Record extracts
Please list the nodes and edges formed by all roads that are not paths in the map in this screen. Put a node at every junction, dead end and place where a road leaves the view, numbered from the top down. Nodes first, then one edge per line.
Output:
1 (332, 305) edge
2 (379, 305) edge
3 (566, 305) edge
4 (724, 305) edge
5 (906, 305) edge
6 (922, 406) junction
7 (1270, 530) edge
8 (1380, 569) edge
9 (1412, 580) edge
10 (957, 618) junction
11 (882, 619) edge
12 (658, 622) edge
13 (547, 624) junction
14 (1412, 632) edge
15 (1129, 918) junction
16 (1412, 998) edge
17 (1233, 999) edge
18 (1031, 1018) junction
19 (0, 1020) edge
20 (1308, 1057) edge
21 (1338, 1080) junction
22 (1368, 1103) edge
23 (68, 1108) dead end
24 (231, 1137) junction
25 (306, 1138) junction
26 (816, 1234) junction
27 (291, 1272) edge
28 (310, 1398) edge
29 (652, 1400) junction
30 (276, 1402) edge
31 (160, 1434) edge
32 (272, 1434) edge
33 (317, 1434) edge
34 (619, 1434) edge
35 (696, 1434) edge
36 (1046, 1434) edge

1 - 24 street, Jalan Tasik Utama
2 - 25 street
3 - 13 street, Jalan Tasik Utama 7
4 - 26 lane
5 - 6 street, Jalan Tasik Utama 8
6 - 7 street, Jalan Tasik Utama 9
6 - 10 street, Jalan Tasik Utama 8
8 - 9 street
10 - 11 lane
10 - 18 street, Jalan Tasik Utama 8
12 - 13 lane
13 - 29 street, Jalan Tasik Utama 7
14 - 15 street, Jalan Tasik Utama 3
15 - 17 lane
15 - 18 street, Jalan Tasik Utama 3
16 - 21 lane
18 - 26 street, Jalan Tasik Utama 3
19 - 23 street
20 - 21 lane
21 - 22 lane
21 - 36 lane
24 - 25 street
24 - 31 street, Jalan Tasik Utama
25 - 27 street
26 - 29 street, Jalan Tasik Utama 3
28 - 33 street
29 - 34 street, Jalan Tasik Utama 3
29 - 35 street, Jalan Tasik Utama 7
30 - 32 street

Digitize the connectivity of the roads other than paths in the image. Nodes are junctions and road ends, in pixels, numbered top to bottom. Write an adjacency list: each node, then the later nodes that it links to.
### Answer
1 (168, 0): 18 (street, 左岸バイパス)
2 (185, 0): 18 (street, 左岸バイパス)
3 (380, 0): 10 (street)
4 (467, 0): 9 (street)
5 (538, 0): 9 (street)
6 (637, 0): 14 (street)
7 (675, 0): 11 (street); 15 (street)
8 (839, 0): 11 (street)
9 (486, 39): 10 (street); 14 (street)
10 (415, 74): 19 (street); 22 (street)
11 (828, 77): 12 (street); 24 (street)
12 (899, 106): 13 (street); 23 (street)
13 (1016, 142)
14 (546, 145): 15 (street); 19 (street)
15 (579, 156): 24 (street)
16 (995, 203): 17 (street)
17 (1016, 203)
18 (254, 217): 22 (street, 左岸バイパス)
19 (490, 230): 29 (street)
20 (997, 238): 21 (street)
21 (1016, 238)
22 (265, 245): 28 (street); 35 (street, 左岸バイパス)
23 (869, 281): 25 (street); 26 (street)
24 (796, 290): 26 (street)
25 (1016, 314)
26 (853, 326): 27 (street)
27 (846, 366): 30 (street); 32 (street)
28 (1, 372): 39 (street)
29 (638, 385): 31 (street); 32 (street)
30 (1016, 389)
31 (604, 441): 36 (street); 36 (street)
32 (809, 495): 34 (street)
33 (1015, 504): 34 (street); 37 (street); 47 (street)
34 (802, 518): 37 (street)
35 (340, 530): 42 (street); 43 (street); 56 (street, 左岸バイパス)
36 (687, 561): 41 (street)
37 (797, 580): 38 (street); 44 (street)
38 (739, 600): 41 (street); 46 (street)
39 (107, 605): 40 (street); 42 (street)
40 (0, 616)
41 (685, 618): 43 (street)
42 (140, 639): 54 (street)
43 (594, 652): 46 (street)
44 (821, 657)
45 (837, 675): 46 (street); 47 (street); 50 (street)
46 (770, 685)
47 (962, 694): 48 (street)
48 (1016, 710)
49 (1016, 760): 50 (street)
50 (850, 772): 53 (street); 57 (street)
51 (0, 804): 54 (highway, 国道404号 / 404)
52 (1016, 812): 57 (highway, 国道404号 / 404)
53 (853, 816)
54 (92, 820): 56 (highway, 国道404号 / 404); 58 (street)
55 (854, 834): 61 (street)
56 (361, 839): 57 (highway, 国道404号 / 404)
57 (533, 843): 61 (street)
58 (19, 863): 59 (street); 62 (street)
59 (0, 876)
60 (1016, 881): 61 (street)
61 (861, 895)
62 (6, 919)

Work to be completed
Look through the records above and please copy every line in which the string "lane" occurs.

Answer space
4 - 26 lane
10 - 11 lane
12 - 13 lane
15 - 17 lane
16 - 21 lane
20 - 21 lane
21 - 22 lane
21 - 36 lane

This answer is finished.